[[ Data shown open ]]
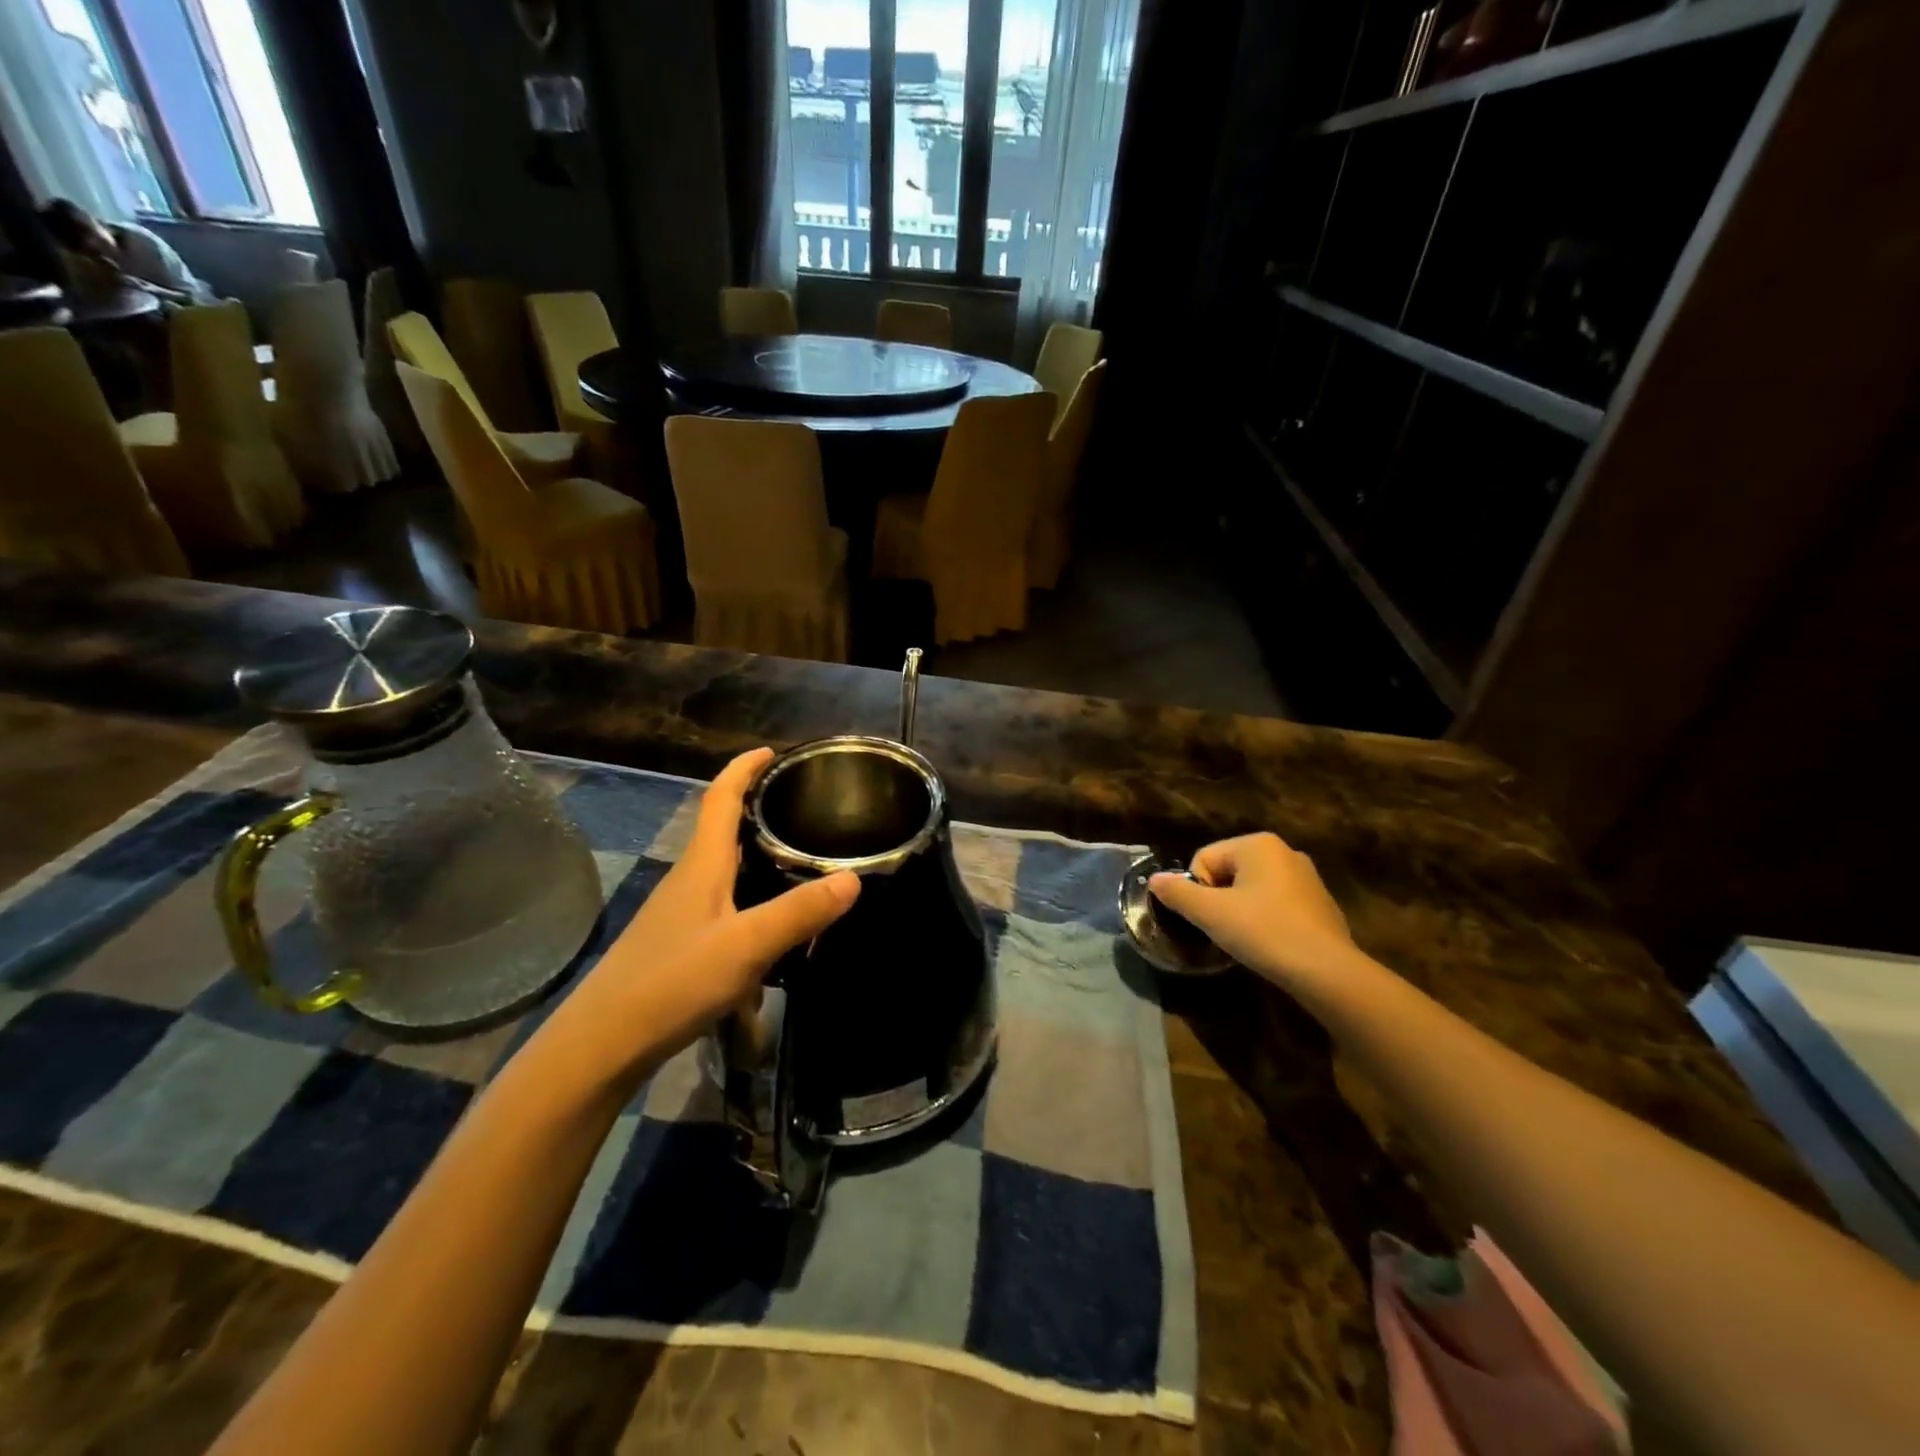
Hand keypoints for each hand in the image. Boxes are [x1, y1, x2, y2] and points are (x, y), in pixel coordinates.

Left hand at [533, 748, 859, 1091]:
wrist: (604, 1043)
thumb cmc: (674, 981)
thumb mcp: (747, 945)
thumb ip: (800, 912)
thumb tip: (853, 878)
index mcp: (702, 864)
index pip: (721, 798)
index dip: (744, 768)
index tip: (772, 751)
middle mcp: (689, 879)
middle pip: (723, 829)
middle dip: (758, 809)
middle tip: (803, 807)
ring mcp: (681, 913)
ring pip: (725, 869)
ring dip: (757, 856)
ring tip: (800, 860)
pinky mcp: (681, 944)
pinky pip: (725, 905)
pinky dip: (752, 900)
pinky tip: (775, 930)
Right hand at [1149, 833, 1356, 992]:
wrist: (1326, 971)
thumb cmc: (1263, 931)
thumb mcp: (1210, 913)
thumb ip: (1177, 893)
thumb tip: (1154, 879)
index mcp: (1258, 844)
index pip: (1205, 859)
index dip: (1198, 890)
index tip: (1208, 917)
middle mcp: (1285, 852)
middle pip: (1229, 872)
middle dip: (1220, 899)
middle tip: (1224, 929)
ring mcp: (1307, 878)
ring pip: (1253, 890)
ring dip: (1242, 911)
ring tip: (1246, 939)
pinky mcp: (1321, 905)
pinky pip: (1278, 906)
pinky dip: (1267, 921)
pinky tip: (1271, 944)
[[ Data shown closed ]]
* _Task instructions_: Where a picture appears in the listing above, skip it and set down all the rest exactly.

* _Solution_:
Hand keypoints for each hand in the image. Boxes are [x1, y1, x2, y2] and points are (x, y), in pixel coordinates.

Left hand at [533, 748, 859, 1091]:
wrist: (604, 1043)
thumb cmc: (674, 981)
thumb mcp: (747, 945)
thumb ip: (800, 912)
thumb tip: (853, 878)
index mcp: (702, 864)
index pip: (721, 798)
index dip: (744, 768)
index tip: (772, 751)
middle mcp: (689, 879)
middle pip: (723, 829)
middle dip: (758, 809)
middle tip: (803, 807)
ring mcp: (681, 913)
ring pip: (725, 869)
ring dip: (757, 856)
ring tip: (800, 860)
pinky mcp: (681, 944)
pinky pip: (725, 905)
pinky dip: (752, 900)
pinky tip: (775, 930)
Right hand at [1149, 833, 1356, 992]:
wrist: (1326, 971)
thumb cmc: (1263, 931)
thumb mcp: (1210, 913)
thumb ip: (1177, 893)
thumb tip: (1154, 879)
index mcp: (1258, 844)
index pip: (1205, 859)
index dip: (1198, 890)
index tip: (1208, 917)
middle mcp: (1285, 852)
middle pip: (1229, 872)
middle dip: (1220, 899)
middle tip: (1224, 929)
ring mcp: (1307, 878)
ring pip: (1253, 890)
ring dip: (1242, 911)
ring tip: (1246, 939)
pinky mcp: (1321, 905)
pinky pip: (1278, 906)
pinky dip: (1267, 921)
pinky tip: (1271, 944)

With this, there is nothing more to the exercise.